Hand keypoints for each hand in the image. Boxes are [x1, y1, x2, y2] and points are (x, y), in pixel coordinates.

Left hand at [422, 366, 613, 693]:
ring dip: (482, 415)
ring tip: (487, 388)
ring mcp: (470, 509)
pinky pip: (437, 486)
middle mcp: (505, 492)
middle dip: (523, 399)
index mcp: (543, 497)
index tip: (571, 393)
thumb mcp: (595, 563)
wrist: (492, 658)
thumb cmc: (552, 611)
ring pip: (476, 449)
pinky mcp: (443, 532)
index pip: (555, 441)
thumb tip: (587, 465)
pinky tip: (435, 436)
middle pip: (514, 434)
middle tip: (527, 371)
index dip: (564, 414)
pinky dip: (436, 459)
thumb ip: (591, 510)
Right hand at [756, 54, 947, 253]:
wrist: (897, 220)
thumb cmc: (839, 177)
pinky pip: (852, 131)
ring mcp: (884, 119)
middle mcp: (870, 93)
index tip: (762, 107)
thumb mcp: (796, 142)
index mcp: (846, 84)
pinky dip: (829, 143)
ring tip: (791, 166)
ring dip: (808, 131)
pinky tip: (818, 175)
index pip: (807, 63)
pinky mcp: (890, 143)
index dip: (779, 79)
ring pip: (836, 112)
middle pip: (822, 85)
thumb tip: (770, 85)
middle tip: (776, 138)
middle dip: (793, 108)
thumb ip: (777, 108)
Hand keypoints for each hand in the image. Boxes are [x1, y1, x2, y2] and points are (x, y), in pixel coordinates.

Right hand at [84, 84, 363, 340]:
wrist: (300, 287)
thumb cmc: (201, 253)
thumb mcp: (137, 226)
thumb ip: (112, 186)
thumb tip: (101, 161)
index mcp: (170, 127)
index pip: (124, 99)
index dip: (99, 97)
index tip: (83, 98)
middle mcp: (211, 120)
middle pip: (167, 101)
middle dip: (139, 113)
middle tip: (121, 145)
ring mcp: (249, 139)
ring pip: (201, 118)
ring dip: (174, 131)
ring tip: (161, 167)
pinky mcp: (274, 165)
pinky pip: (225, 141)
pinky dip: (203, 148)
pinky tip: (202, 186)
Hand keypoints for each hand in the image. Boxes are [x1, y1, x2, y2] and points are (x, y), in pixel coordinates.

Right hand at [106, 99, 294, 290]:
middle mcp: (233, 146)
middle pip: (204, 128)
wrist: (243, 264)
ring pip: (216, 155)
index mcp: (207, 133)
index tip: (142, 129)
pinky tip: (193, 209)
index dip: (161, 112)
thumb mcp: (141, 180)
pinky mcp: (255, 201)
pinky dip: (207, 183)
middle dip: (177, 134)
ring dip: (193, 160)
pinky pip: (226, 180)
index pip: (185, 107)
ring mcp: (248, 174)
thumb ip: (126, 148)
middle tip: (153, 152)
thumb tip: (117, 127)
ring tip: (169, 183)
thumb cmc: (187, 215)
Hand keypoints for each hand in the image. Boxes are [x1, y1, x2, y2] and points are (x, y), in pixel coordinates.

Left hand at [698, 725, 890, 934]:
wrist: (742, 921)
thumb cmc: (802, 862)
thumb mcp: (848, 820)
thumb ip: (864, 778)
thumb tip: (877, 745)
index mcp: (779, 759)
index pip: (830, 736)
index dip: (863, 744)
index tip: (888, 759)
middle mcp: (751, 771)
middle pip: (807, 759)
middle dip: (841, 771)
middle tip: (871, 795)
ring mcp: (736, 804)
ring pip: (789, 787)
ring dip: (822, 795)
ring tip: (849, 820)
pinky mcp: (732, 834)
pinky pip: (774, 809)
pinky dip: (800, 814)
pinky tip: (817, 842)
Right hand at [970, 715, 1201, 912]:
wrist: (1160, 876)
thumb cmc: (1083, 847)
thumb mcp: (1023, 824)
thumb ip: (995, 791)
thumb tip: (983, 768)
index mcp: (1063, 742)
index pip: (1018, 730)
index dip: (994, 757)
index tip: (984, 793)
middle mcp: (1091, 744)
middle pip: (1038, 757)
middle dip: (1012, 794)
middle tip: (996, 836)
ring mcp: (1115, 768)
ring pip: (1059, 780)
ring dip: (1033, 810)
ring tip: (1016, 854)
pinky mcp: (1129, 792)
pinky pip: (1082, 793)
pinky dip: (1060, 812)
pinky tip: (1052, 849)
***
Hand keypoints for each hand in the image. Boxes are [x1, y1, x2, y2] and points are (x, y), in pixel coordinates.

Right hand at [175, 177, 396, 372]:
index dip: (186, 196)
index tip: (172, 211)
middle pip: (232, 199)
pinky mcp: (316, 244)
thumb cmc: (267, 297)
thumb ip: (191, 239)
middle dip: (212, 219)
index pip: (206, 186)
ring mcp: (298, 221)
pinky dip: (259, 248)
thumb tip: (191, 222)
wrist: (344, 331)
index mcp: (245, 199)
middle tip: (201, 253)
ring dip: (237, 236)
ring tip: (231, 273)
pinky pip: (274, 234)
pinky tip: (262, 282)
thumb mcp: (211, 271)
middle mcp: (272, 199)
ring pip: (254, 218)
***
▶ **Assignment**
Lines holding "wrist": copy each one from the records above.

▶ **Answer space**
wrist: (492, 658)
wrist: (897, 220)
wrist: (300, 287)
wrist: (243, 264)
wrist: (742, 921)
wrist: (1160, 876)
wrist: (344, 331)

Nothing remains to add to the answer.